In the survey, 45 per cent of young people want to see the monarch voice his views, perhaps impressed with his outspoken views on the need to tackle climate change.
But almost half of adults, 46 per cent, believe the newly-crowned King should follow in the footsteps of his mother and remain politically neutral.
According to statistics from polling firm BMG, this is particularly the case among older adults, with 59 per cent believing he should remain neutral.
Just 27 per cent of people aged over 65 think the monarch should discuss political issues publicly.
Voicing his political views would mark a huge shift from the late Queen, who largely refused to venture into the political arena during her seven decades on the throne.

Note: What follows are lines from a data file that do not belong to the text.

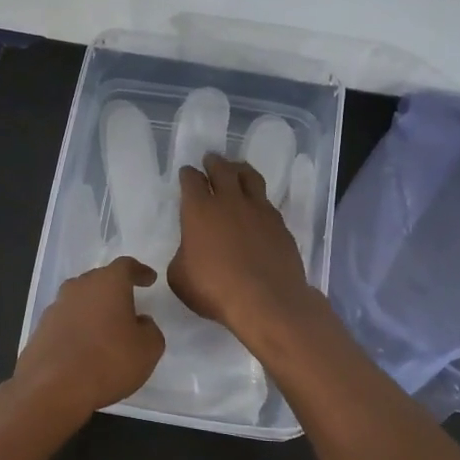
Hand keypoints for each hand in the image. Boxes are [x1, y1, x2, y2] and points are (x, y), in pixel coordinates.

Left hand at [7, 256, 165, 430]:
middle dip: (114, 290)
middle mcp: (79, 287)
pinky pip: (66, 321)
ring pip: (80, 300)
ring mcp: (56, 307)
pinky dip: (78, 328)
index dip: (140, 271)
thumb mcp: (148, 349)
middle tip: (128, 304)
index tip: (149, 279)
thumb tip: (140, 322)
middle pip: (99, 280)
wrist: (51, 389)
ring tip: (106, 328)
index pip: (126, 266)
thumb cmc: (108, 362)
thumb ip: (150, 330)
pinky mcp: (40, 329)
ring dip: (94, 309)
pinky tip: (84, 347)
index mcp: (108, 283)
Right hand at [169, 154, 319, 348]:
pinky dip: (259, 199)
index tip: (187, 172)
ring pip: (250, 177)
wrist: (266, 300)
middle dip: (213, 162)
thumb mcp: (180, 277)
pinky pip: (267, 202)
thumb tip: (190, 250)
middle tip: (211, 159)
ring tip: (237, 169)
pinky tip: (257, 207)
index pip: (191, 181)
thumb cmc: (214, 289)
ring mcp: (259, 210)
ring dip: (240, 170)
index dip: (188, 175)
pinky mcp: (280, 224)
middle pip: (222, 170)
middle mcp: (229, 201)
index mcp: (199, 210)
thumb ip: (182, 255)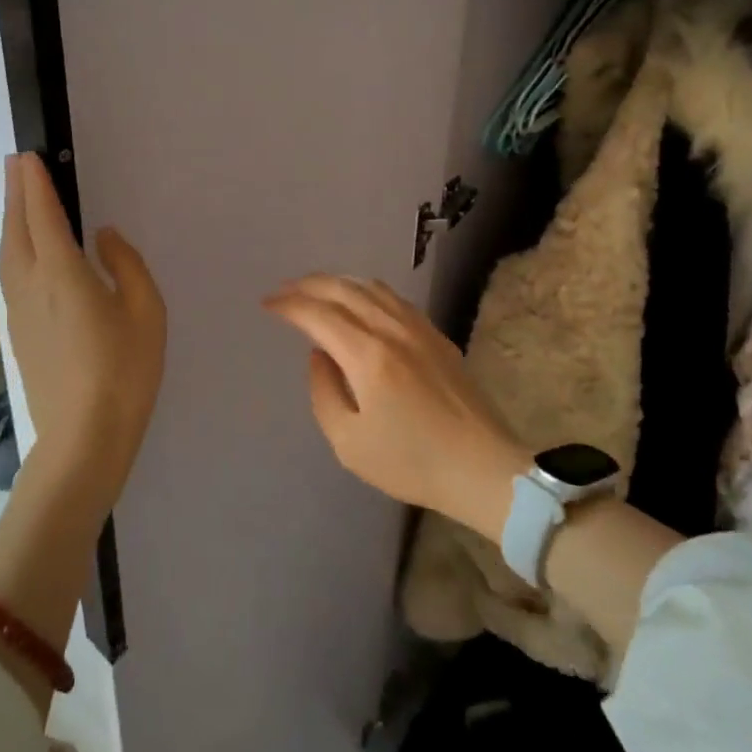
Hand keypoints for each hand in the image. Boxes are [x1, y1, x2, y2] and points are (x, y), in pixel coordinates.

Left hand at [0, 153, 166, 499]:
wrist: (83, 435)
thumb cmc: (125, 370)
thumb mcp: (146, 311)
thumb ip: (126, 264)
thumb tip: (104, 237)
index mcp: (63, 273)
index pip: (43, 215)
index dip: (35, 184)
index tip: (29, 157)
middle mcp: (31, 283)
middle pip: (16, 227)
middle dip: (15, 191)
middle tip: (17, 163)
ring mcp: (18, 308)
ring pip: (8, 250)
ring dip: (10, 217)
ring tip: (15, 196)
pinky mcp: (17, 329)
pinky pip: (10, 271)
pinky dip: (12, 245)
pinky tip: (20, 248)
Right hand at [263, 275, 529, 541]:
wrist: (483, 469)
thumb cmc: (412, 463)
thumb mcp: (349, 443)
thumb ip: (324, 392)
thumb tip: (319, 355)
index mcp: (369, 356)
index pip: (319, 314)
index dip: (289, 305)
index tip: (267, 303)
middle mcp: (393, 330)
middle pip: (344, 290)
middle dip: (309, 285)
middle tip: (284, 289)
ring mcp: (419, 328)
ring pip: (371, 287)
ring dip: (338, 282)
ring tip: (316, 289)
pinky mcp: (437, 336)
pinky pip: (393, 298)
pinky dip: (366, 290)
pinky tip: (359, 300)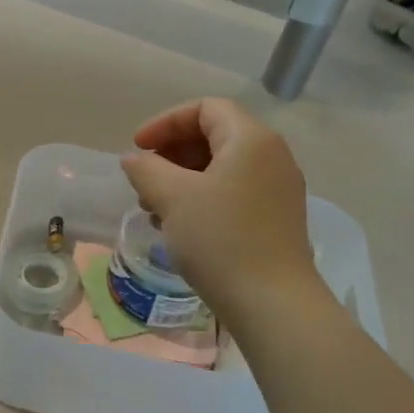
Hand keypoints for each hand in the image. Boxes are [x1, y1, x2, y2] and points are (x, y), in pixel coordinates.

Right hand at [120, 98, 322, 313]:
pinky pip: (234, 192)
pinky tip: (181, 225)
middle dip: (173, 152)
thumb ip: (146, 169)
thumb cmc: (220, 239)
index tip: (138, 148)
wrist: (273, 304)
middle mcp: (272, 156)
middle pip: (215, 135)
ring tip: (155, 207)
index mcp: (251, 139)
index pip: (205, 108)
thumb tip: (134, 159)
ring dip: (184, 178)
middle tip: (144, 179)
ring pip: (223, 167)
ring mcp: (278, 189)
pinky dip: (204, 197)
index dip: (165, 122)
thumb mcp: (172, 198)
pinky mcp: (277, 218)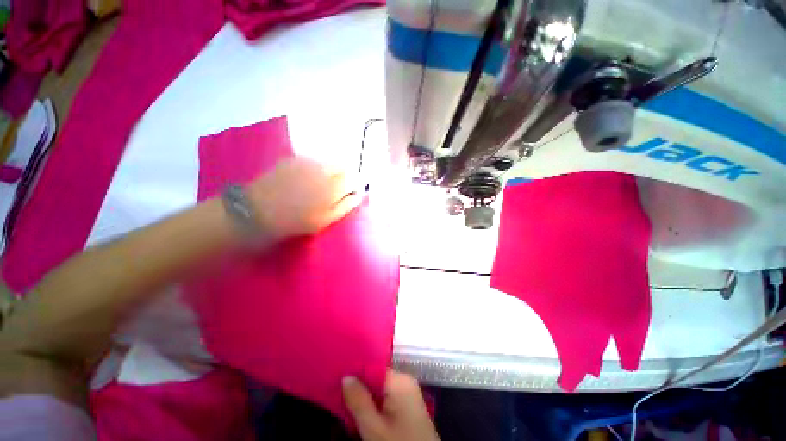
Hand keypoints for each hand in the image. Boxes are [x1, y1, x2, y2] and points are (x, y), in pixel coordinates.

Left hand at [246, 157, 362, 238]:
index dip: (355, 184)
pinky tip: (308, 178)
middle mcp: (323, 169)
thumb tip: (359, 195)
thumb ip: (345, 206)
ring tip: (322, 184)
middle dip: (345, 175)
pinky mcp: (294, 159)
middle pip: (343, 167)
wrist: (258, 210)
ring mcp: (308, 162)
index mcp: (333, 186)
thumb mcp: (325, 219)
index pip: (354, 178)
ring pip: (328, 162)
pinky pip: (314, 160)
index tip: (352, 191)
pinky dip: (317, 167)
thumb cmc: (296, 220)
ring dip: (332, 170)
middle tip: (337, 189)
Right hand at [343, 370, 439, 440]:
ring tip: (347, 402)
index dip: (355, 372)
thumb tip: (346, 376)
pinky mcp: (409, 405)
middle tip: (339, 393)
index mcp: (399, 379)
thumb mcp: (373, 428)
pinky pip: (388, 397)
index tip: (338, 377)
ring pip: (381, 388)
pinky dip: (375, 403)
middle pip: (377, 377)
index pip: (373, 367)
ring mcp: (409, 392)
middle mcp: (405, 380)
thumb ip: (358, 400)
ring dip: (366, 396)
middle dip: (359, 386)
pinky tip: (363, 411)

Royal expert Phil Dampier told the Express: “The King believes he is here to serve and improve things, and will find it hard to ignore the cost-of-living crisis, food banks and nurses on strike.
“Last week it was revealed he has set an example by awarding his own staff a six per cent pay rise as well as a bonus of up to £600.

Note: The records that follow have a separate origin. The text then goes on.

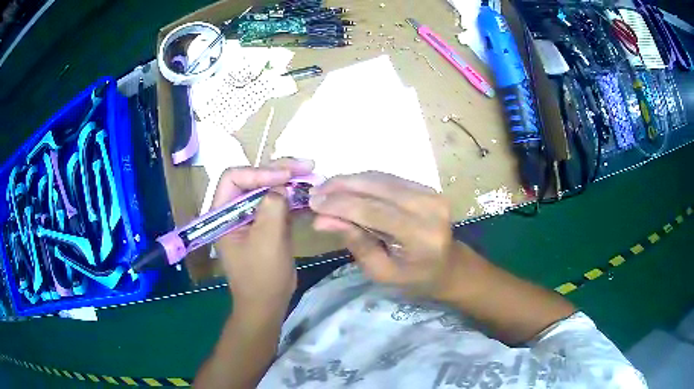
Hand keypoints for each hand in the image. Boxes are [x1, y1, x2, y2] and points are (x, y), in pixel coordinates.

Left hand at [212, 158, 313, 311]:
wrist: (268, 304)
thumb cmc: (261, 277)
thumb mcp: (267, 242)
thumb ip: (272, 208)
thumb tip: (281, 186)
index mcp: (223, 213)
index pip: (234, 178)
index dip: (260, 172)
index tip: (287, 177)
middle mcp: (235, 210)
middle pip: (254, 179)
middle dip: (279, 171)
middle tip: (308, 165)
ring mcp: (252, 217)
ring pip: (269, 188)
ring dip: (290, 181)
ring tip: (312, 175)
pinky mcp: (267, 224)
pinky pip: (279, 203)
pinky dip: (294, 197)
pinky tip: (310, 194)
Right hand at [309, 172, 455, 297]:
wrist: (449, 266)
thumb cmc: (414, 278)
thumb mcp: (381, 271)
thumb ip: (355, 242)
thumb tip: (322, 220)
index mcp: (421, 236)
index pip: (374, 211)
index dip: (340, 204)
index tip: (313, 203)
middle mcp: (429, 208)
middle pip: (377, 187)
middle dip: (341, 186)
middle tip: (315, 192)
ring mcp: (431, 193)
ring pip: (381, 177)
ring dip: (350, 180)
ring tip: (326, 189)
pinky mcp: (427, 187)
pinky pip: (389, 178)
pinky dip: (365, 181)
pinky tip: (347, 187)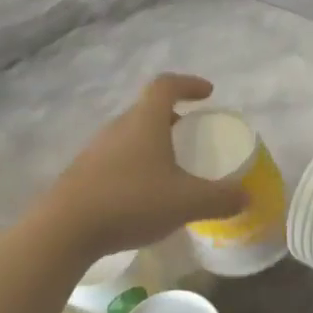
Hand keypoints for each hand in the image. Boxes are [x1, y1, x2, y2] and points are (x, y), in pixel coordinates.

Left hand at [38, 75, 248, 259]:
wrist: (66, 228)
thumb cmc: (131, 202)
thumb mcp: (186, 202)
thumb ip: (220, 198)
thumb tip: (247, 196)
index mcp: (144, 121)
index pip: (166, 85)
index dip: (189, 84)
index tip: (207, 93)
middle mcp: (118, 127)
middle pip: (147, 110)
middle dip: (173, 118)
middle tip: (192, 134)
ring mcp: (96, 149)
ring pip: (130, 135)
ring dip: (153, 142)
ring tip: (171, 167)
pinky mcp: (83, 172)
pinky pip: (116, 157)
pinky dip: (136, 164)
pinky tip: (144, 194)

“He will want to do things differently from his mother, but it is essential he moves slowly and strikes a balance if he wants to take the public – and the politicians – with him.”
BMG said the enthusiasm for the younger generation to support King Charles being vocal about issues was likely to be because King Charles had strong views on climate change and the environment – an issue many young people are particularly passionate about.
Former Prime Minister Liz Truss asked the then Prince not to travel to COP 27 in Egypt.
But he held a reception at Buckingham Palace for around 200 politicians and campaigners to discuss climate change.
Prime Minister Rishi Sunak has paid tribute to King Charles’s work on climate, saying he had worked for 50 years to find solutions, long before the first UN COP meeting.
In 2018, outlining how he might address political matters, Charles said: “I’ve tried to make sure whatever I’ve done has been non-party political.
“But I think it’s vital to remember there’s only room for one sovereign at a time, not two, so you can’t be the same as the sovereign if you’re the Prince of Wales or the heir.
“But the idea somehow that I’m going to go on in exactly the same way if I have to succeed is complete nonsense, because the two, the two situations are completely different.
“Clearly, I won’t be able to do the same things I’ve done, you know, as heir so of course you operate within the constitutional parameters.”
Asked if he could continue, as King, to use his “convening power”, Charles said: “Well, you never know. But you could only do it with the agreement of ministers. That’s how it works.”
During his first overseas visit as King, to Berlin, the monarch hailed “vital” efforts to cut carbon emissions and praised Germany’s “extraordinary generosity” in hosting Ukrainian refugees.
It prompted some to say the visit to Berlin indicated the King would not be silent on those issues dear to his heart.